■ **ABOUT THIS TASK**
Scan the entries below and say how many lines contain "ALEJA". Write only the number.
STORED DATA: Begin
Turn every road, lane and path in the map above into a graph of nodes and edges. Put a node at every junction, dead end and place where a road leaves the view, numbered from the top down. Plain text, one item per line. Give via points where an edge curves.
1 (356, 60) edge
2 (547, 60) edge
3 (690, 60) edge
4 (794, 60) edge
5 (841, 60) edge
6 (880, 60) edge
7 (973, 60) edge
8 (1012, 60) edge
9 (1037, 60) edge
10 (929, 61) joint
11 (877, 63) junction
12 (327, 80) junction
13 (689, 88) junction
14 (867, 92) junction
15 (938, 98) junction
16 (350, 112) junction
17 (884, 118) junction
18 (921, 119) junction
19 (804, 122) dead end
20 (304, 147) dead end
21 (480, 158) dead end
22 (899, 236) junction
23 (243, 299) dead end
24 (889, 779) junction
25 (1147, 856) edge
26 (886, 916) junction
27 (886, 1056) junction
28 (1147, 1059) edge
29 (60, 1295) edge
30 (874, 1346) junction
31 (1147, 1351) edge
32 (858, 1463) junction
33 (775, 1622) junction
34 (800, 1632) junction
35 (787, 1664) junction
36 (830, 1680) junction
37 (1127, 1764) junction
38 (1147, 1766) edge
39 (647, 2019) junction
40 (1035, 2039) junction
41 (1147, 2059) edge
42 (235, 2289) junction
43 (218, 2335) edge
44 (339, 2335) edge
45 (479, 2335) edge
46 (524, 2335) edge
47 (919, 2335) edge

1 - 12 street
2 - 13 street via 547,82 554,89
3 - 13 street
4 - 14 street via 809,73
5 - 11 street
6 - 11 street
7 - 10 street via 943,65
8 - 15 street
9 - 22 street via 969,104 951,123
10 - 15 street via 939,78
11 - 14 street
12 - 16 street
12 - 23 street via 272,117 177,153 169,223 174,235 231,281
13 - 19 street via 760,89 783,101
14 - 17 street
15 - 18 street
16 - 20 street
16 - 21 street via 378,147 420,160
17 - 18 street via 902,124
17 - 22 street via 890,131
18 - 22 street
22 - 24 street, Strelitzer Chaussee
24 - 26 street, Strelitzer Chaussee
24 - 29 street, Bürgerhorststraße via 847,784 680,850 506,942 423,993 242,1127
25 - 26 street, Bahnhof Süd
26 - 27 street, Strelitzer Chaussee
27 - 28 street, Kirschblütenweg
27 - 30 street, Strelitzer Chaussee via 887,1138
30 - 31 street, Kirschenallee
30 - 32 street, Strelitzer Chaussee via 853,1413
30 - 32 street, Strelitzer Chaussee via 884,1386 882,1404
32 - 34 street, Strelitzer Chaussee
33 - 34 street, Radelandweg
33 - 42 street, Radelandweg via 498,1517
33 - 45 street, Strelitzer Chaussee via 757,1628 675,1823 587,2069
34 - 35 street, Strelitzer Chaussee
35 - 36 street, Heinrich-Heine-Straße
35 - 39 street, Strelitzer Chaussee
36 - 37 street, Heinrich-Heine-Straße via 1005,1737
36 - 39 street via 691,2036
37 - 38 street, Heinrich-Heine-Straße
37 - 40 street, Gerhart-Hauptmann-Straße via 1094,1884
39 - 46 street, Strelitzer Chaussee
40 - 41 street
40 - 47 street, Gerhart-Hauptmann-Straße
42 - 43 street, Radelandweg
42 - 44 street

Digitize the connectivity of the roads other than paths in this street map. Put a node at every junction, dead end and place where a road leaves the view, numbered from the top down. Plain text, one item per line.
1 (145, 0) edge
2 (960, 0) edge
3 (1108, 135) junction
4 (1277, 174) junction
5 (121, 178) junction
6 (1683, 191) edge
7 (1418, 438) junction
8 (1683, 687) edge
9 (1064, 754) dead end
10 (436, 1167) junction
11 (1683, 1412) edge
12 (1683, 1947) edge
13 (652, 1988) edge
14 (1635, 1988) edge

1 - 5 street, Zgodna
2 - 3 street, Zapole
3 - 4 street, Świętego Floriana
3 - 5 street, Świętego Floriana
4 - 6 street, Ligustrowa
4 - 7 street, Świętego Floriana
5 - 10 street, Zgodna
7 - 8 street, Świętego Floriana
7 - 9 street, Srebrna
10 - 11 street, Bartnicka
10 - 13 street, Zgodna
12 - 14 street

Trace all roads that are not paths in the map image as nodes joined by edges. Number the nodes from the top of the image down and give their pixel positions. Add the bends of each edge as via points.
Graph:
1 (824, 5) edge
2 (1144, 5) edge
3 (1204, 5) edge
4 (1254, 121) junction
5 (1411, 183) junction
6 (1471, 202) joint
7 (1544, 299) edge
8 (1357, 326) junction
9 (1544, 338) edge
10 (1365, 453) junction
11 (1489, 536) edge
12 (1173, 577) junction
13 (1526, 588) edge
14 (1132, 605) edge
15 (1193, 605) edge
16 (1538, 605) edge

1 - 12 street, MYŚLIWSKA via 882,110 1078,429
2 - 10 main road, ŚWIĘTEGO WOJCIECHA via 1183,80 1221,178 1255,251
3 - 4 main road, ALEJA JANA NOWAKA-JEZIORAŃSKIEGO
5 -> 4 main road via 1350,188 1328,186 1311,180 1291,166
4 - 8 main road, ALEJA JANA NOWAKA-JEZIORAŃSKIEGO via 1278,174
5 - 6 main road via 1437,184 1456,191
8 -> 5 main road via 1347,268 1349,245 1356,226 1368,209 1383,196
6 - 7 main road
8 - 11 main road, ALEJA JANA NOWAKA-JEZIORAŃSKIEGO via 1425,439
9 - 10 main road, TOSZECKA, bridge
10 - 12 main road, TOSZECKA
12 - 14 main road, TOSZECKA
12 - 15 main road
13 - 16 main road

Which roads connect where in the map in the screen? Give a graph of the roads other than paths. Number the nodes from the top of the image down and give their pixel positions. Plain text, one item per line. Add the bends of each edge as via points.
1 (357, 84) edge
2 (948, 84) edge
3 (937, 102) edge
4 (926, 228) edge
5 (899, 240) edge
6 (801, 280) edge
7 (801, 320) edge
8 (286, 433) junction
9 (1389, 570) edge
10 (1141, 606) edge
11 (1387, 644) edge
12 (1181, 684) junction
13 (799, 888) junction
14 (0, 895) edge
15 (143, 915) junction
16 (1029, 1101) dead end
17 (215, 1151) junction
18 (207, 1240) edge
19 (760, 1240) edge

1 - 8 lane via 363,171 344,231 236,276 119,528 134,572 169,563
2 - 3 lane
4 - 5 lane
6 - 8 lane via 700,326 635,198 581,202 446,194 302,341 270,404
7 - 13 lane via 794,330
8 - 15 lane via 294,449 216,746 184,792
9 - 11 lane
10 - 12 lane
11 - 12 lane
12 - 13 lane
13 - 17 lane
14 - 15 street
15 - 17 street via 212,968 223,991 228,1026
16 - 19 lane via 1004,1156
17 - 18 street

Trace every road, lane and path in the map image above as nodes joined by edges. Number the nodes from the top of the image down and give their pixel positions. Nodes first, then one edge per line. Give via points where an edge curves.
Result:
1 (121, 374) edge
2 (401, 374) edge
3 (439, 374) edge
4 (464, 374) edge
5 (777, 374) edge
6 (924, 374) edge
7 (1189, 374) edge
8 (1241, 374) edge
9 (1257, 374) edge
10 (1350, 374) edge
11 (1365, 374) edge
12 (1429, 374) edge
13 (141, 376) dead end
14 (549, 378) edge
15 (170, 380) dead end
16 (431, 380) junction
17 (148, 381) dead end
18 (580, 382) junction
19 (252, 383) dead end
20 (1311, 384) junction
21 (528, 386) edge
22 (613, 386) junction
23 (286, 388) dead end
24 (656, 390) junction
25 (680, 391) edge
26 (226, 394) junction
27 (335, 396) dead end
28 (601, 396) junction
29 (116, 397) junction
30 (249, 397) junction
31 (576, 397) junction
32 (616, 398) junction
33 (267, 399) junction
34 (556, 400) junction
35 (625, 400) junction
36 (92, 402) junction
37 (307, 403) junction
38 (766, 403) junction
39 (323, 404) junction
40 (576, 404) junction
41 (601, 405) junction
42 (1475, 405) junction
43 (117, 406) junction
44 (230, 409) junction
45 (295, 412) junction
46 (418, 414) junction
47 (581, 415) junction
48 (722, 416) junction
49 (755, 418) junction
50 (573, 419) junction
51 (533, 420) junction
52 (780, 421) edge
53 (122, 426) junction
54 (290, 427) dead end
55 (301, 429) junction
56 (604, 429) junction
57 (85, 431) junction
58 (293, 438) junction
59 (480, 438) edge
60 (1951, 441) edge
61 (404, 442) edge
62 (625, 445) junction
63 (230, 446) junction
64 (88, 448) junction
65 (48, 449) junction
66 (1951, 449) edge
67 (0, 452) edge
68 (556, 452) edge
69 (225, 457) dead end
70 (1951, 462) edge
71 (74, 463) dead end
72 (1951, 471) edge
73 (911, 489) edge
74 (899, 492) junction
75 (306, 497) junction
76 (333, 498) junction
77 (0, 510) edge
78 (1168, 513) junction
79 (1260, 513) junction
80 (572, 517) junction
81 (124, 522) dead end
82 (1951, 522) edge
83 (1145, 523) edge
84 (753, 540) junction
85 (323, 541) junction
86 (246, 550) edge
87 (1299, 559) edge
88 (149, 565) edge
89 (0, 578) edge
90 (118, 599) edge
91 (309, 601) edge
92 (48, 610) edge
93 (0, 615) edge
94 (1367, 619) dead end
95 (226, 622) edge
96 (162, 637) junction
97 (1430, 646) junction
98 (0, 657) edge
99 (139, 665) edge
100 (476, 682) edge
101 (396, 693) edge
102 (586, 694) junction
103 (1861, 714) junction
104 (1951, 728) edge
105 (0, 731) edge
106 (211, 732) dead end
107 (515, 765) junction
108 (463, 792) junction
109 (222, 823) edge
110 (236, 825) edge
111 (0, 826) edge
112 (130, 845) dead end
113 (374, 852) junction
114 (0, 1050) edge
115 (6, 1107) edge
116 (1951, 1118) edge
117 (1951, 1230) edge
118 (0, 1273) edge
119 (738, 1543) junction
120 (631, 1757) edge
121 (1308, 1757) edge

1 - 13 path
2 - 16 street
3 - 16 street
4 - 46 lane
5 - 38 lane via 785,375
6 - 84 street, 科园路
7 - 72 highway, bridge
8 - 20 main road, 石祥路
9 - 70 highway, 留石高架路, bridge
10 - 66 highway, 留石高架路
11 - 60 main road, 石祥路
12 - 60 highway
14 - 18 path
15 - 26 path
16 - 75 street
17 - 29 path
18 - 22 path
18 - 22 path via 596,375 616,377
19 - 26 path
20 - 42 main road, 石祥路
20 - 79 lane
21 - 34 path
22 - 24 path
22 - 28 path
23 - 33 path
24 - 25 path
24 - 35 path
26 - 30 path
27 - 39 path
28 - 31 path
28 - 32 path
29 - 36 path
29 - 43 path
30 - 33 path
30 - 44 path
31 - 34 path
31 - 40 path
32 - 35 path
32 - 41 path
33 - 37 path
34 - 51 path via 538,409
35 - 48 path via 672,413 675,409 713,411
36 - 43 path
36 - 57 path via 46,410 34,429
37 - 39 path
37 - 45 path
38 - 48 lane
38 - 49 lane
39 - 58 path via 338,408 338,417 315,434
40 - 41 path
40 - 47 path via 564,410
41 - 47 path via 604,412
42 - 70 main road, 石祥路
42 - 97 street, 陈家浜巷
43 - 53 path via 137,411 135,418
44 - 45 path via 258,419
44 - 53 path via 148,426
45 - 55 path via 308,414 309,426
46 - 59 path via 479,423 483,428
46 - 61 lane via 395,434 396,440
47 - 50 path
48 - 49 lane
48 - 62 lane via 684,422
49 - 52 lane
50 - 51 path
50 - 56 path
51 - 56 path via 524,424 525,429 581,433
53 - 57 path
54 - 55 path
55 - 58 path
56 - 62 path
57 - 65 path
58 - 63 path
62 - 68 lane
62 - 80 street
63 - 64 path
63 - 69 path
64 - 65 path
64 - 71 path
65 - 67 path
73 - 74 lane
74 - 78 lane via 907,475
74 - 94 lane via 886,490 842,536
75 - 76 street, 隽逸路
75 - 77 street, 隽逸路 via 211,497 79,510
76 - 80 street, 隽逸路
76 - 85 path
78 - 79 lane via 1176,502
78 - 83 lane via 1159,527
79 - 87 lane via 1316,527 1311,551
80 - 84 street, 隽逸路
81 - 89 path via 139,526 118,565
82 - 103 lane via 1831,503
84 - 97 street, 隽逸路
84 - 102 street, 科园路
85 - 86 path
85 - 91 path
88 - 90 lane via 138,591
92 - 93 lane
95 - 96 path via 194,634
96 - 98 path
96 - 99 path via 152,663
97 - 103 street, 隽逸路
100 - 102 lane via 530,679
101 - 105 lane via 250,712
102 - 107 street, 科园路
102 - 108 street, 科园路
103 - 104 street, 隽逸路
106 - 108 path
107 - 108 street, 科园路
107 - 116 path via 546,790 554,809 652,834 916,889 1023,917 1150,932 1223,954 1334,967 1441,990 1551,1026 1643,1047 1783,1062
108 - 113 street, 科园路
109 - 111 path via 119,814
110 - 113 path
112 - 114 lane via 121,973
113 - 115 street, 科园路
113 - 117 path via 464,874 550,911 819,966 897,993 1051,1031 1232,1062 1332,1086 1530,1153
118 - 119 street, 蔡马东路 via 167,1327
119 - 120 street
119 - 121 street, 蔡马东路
STORED DATA: End
■ **WRITTEN SOLUTION**
3